Na madrugada do último sábado, 26, dois dias após o início da invasão, Rapesta publicou em seu perfil no Facebook a foto de um copo de uísque, com uma legenda: “Depois de um dia longo e estressante me ofereci uma dose de um bom uísque! Ele ajuda a relaxar”. Ele apagou a postagem.
No ano passado, ele já havia publicado uma imagem bebendo cerveja dentro de um copo com gelo e um vídeo em que, usando apenas um roupão branco em um ambiente externo, narrava as maravilhas de usufruir de uma sauna em meio a 3 graus de temperatura. “Não é só na Finlândia que tem neve, aqui na Ucrânia, em Kiev, também tem. Neve, sauna e rio. Já saí da sauna e mergulhei no rio. Ali tem uns amigos fazendo churrasco, Ninguém aqui tem medo de neve”, narra no vídeo. Aliás, o diplomata tem uma paixão especial por neve, motivo de quase todas as suas postagens que restaram no Instagram, típicas de um turista. Não há mais publicações no Facebook e no Twitter.

Se Bolsonaro depender de seu tino de analista, estará perdido. À medida que líderes ocidentais intensificavam os alertas de que a Rússia pretendia invadir a Ucrânia e preocupavam os brasileiros residentes no país, Norton Rapesta se mostrou cético. No início de fevereiro, ao canal GloboNews, ele afirmou que não havia “fato concreto” que motivasse um plano de retirada. “Não estamos trabalhando com essa hipótese”, afirmou. “Temos dito que a vida segue normal, que nós diplomatas confiamos na diplomacia, e que fiquem tranquilos”, disse, antes de citar um “plano de contingência” que não impediu dias de angústia, medo e privação a brasileiros no país invadido. Depois da invasão russa, em contato com a revista Piauí, o tom havia mudado dramaticamente: “Aqui está tudo muito difícil. Não sei se vão jogar uma bomba na minha cabeça dentro de uma hora”.

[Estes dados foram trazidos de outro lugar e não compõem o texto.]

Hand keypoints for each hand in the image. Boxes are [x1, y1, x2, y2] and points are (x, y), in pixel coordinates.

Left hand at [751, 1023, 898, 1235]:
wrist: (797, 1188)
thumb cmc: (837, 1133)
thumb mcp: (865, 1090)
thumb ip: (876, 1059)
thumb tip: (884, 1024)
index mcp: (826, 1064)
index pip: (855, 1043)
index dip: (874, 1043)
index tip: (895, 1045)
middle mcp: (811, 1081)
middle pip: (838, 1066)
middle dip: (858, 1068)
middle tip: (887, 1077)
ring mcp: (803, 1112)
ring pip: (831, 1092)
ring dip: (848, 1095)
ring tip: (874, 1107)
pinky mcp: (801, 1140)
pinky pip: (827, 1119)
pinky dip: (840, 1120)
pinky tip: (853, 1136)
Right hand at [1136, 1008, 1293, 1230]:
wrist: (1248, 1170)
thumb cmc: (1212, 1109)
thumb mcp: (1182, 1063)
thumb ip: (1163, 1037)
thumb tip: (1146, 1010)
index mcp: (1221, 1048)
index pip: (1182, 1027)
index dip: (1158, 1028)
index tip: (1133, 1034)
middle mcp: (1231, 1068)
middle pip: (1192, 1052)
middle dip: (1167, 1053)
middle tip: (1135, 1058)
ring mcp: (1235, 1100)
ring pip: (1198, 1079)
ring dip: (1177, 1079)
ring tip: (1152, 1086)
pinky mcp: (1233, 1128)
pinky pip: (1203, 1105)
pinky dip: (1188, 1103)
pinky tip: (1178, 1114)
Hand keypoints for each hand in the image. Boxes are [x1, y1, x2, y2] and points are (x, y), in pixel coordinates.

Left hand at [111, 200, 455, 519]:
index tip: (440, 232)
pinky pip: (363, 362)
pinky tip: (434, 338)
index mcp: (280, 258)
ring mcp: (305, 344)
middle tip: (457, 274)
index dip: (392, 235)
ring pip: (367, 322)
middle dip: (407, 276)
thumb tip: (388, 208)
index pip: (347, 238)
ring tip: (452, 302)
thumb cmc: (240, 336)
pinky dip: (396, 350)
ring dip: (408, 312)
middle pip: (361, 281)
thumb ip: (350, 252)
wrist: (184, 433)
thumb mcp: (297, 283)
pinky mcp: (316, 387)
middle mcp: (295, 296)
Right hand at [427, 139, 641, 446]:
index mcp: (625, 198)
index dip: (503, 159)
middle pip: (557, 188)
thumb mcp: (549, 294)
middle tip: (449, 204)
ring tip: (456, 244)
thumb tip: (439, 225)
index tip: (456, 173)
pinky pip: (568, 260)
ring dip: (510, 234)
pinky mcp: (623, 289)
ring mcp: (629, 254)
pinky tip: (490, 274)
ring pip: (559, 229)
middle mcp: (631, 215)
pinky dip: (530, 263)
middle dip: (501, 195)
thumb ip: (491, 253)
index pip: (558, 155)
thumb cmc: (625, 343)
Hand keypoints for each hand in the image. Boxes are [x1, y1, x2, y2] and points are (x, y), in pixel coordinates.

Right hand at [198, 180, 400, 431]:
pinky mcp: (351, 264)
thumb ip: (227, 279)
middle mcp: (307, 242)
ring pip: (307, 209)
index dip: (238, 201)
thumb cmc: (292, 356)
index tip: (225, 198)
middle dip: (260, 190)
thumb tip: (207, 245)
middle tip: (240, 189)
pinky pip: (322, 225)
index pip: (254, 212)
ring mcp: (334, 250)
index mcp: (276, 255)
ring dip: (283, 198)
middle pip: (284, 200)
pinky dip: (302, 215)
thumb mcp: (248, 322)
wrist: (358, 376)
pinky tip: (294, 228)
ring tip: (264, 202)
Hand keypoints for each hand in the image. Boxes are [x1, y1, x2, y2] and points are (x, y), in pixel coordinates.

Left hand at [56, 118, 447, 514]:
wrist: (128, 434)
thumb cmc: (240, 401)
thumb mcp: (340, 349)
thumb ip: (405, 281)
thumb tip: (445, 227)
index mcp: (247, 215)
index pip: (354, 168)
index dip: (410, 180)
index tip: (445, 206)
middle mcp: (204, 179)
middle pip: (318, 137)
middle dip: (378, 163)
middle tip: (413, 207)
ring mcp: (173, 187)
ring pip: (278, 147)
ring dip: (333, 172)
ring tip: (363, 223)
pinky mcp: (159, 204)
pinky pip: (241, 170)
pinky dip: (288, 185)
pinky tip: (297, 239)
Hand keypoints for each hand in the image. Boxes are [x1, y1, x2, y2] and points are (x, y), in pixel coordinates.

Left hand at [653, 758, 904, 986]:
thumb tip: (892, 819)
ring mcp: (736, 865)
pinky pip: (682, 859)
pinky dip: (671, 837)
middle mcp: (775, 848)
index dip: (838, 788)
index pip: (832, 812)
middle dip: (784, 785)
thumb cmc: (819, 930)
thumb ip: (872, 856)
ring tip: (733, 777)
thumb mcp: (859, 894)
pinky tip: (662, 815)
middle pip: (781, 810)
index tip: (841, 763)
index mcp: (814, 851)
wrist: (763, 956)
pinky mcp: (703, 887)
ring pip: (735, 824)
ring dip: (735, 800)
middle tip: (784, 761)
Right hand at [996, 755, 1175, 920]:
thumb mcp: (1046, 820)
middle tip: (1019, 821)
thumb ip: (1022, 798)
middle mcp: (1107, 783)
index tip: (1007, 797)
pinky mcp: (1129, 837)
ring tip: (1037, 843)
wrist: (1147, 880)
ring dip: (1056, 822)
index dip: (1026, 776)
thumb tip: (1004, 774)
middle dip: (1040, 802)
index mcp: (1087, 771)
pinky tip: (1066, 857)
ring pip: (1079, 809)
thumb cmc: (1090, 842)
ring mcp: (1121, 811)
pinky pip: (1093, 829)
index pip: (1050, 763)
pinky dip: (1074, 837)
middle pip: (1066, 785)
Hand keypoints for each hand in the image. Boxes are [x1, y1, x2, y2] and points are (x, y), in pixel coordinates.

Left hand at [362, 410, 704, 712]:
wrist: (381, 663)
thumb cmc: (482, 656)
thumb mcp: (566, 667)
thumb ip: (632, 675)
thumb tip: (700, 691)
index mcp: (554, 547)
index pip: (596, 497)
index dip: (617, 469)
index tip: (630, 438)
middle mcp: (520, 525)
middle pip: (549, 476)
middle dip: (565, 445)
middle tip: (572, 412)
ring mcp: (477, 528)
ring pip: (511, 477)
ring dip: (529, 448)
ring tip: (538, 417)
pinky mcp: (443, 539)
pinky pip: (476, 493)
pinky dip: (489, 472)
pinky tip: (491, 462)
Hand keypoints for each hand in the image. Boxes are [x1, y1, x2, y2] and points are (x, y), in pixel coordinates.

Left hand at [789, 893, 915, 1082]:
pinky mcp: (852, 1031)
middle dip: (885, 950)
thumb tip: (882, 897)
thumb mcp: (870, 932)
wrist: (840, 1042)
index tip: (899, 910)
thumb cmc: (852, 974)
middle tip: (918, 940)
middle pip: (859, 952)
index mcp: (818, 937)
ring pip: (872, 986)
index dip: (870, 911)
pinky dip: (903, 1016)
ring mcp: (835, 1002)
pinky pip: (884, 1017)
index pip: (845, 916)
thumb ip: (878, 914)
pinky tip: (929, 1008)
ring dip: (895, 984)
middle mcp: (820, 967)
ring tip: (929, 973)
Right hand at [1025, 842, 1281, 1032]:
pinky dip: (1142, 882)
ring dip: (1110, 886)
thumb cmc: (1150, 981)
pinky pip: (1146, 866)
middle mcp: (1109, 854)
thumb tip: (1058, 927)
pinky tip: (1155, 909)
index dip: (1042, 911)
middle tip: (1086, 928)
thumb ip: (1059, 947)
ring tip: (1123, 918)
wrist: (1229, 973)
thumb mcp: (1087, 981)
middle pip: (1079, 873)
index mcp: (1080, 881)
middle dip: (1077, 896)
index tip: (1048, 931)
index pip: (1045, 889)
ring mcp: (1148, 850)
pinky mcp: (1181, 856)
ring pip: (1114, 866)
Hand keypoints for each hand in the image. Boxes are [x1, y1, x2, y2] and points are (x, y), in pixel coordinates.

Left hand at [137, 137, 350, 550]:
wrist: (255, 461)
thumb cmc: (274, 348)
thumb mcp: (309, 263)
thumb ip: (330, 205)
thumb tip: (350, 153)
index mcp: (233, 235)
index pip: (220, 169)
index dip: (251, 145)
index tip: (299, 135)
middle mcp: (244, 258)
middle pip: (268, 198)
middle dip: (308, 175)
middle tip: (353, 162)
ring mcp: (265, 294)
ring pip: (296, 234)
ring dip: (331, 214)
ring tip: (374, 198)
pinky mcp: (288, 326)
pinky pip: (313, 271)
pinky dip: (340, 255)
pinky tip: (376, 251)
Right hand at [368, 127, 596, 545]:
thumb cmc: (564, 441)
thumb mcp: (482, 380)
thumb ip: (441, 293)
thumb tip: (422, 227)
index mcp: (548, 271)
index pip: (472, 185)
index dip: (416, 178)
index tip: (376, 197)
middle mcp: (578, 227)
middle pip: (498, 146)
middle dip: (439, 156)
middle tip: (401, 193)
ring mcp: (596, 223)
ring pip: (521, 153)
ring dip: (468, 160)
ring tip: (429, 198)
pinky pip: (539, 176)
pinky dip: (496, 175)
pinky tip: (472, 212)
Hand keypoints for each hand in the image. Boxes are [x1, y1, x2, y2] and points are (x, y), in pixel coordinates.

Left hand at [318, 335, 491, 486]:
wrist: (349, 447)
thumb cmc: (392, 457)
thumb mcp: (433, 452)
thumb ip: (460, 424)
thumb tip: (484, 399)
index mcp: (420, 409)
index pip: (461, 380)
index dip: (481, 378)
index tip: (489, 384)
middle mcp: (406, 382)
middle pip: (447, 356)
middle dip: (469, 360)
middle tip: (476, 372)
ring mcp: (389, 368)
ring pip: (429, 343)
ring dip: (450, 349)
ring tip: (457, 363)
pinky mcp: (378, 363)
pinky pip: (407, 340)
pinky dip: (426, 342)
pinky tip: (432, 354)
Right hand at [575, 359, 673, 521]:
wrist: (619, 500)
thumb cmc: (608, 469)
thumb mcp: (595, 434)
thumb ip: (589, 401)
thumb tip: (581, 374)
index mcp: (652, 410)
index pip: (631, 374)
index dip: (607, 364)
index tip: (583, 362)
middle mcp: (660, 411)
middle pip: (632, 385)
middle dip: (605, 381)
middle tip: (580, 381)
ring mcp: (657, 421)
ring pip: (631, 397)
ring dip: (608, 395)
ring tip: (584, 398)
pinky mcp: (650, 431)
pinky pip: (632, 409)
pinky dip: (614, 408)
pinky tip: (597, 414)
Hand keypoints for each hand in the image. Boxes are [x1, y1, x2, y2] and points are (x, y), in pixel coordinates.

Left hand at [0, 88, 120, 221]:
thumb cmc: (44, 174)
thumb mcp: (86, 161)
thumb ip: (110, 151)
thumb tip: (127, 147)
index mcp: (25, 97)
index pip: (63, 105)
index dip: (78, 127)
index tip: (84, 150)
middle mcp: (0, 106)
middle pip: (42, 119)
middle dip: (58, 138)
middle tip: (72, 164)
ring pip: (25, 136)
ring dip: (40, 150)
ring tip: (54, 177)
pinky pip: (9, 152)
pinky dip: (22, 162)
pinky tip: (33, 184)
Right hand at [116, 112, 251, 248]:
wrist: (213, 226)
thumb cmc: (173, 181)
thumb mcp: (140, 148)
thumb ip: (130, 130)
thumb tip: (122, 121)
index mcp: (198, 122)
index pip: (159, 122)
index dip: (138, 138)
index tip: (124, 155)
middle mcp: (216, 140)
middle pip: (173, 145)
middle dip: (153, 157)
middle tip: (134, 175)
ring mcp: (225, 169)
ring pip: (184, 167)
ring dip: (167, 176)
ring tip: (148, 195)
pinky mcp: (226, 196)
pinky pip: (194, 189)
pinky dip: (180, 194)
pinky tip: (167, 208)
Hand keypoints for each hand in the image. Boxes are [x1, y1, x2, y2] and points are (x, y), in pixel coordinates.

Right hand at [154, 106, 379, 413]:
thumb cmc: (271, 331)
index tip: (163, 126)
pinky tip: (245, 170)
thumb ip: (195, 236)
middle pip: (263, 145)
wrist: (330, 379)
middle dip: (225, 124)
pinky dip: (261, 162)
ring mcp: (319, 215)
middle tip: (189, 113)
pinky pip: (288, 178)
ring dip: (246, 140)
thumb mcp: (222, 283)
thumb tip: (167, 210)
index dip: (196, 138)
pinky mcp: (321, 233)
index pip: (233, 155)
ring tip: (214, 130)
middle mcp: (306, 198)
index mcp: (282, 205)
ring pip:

Ao ser sabatinado no Senado e ter a indicação à Embaixada na Ucrânia aprovada, em setembro de 2020, Norton Rapesta disse que o país “está hoje no meio de uma disputa entre União Europeia, Estados Unidos e Rússia” e convidou senadores da Comissão de Relações Exteriores e Defesa Nacional a fazerem uma visita. Àquela altura, Putin já havia anexado a Crimeia há quase seis anos e fomentava a guerra civil nas regiões separatistas do Donbas, no leste ucraniano, ponto de partida do atual conflito.
Ainda durante a sabatina, feita por videoconferência, Rapesta via oportunidades para o Brasil na Ucrânia e declarou que o setor militar “seria importante área para cooperação” entre Brasília e Kiev. Em meados do ano passado, o diplomata ciceroneou uma visita do deputado Eduardo Bolsonaro (União Brasil-SP) à Ucrânia, na qual o filho Zero Três do presidente fez um tour pela indústria bélica local.
Carreira
Aos 64 anos, Rapesta concluiu o curso para diplomata em 1982 e desde então passou por postos em países como Guiana Francesa, onde foi Cônsul-Geral em Caiena (1997-1999), Finlândia (2011-2015), Angola (2015-2016) e Kuwait (2016-2020), nos quais foi embaixador até ser indicado por Bolsonaro ao cargo em Kiev, em agosto de 2020. Seu posto em solo ucraniano também inclui a representação diplomática brasileira na vizinha Moldávia.
Antes de iniciar a carreira como embaixador, o diplomata também foi o primeiro-secretário na missão brasileira junto à Comunidade Econômica Europeia (1999-2003), assistente e chefe da Divisão de Operações de Promoção Comercial do Itamaraty (2003-2009) e diretor do Departamento de Promoção Comercial e Investimentos da pasta (2009-2011). Na conclusão do Curso de Altos Estudos do Itamaraty, em 2007, o embaixador defendeu a tese intitulada “Exportação de Produtos de Defesa: importância estratégica e promoção comercial”.